Ignoring the question of why he didn't just use the gun to take the money (which, in light of what's about to be described would actually be MORE fair and honest!) the questions are -- how long on average would it take to win back the money, and what are the changes it will eventually happen?

(A) If the game is p < 50% for the perpetrator, then the amount of time (on average) would be infinity, while the chances on eventually winning it all back would be p/q, where q = 1 - p. If he gets N rounds behind, then it becomes (p/q)^N. There is a point where it drops under 50% (the "cut your losses" point).

(B) If the game is p > 50%, then the amount of time on average would be 1/(p - q) rounds, and the probability of eventually winning everything back is 100%. If he's N rounds down, then it becomes N/(p - q) for time and 100% for probability.

(C) If p = 50%, the average time is infinity, but the probability of eventually making it all back is 100%. Thus, the tip of the iceberg of the paradox.

But there's more to it than that.

So, now change venues. Suppose you're playing a game where your probability of winning is p, and of losing is q (p + q = 1, p > 0 and q > 0) and you lose the first time.

For probabilities p in the range 1/3 < p < 1/2, there is better than a 50% chance on eventually breaking even. The only difference here is that there is a "cut your losses" point, where the probability of eventually getting back drops below 50%.

For the case 1/3 < p < 1/2, the "cut your losses" point occurs where N > 1/log_2(q/p) = 1/log_2((1 - p)/p).

For a game where the margin is close to 50-50, such as p = 30/(30 + 31), q = 31/(30 + 31), one would have N = 1/log_2(31/30) ~ 30 ln(2) ~ 21.
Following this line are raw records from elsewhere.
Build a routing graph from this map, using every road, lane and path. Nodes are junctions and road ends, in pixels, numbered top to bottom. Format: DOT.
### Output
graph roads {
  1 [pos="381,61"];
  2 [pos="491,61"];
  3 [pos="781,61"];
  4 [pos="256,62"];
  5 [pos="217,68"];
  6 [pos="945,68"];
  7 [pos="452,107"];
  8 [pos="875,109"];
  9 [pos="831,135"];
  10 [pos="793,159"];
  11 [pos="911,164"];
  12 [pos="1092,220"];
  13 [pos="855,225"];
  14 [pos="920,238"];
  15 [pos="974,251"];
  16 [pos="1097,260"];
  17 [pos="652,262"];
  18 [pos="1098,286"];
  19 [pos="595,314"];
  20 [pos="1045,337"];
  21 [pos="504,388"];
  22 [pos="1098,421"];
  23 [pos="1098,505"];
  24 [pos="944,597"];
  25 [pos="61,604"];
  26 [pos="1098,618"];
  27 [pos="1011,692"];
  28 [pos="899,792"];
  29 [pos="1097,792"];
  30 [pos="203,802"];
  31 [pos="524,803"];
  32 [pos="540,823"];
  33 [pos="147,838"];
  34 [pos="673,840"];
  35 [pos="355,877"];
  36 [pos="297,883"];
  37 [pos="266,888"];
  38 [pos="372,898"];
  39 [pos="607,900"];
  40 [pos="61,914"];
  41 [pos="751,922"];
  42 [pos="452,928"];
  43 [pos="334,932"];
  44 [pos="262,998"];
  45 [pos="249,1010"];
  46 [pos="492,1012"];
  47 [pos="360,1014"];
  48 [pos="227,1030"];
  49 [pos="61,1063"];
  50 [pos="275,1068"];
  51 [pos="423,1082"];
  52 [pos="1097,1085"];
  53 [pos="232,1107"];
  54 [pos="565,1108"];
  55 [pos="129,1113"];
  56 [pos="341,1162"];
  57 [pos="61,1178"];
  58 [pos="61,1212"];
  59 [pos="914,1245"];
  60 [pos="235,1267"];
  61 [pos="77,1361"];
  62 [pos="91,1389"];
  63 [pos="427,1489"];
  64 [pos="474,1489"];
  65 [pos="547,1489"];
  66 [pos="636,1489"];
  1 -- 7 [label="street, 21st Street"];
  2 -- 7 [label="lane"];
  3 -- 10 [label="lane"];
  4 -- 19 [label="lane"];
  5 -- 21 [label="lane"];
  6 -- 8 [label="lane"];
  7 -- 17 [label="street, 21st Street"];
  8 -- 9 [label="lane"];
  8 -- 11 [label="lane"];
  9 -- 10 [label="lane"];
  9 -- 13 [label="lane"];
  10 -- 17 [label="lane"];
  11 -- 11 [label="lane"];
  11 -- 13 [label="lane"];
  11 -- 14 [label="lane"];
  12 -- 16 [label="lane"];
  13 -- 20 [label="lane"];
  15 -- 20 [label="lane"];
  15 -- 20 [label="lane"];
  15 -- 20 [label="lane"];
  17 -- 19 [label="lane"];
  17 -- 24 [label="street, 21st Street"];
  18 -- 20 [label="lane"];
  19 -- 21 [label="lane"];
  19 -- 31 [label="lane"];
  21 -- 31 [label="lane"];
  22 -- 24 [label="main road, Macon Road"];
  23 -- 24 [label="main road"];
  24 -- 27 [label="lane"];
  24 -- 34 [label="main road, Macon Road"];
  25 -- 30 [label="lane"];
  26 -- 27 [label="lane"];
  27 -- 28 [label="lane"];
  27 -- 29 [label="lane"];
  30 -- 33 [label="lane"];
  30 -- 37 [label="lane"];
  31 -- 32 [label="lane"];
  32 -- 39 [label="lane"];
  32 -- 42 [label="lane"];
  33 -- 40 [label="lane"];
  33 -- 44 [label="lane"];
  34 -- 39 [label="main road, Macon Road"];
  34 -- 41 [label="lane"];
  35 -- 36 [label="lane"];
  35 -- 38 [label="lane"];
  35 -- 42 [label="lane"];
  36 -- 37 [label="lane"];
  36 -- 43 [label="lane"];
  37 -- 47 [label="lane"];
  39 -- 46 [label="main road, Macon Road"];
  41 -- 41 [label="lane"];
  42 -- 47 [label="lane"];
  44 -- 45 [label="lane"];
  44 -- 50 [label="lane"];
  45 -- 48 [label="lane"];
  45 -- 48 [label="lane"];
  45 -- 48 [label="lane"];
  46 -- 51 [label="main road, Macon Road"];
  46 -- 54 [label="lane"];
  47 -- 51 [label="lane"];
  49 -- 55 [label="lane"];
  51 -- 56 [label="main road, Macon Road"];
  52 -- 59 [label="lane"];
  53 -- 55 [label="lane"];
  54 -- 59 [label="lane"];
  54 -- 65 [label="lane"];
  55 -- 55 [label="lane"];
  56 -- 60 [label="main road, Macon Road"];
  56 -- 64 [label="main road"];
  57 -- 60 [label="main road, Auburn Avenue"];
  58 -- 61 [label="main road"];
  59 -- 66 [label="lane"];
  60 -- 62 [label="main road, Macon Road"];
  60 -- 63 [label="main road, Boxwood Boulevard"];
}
So, by making p close to 50-50, you can be strung along to very deep levels before reaching to "cut your losses" point.

The paradox for p = 1/2 and even the quasi-paradox for (1/3 < p < 1/2) not only catches the feel and spirit that every obsessive gambler feels, experiences, but that it is the very trap underlying the addiction itself.

Moreover, it seems to be a case of a more general situation of this type, that I call the "Primrose Path Paradox". This is the situation where
(a) at each point, the rational choice is to step forward, but
(b) where each forward step brings you closer to ruin, overall, and
(c) by the time the likelihood or inevitability of ruin becomes clearly recognizable, it's too late to turn back.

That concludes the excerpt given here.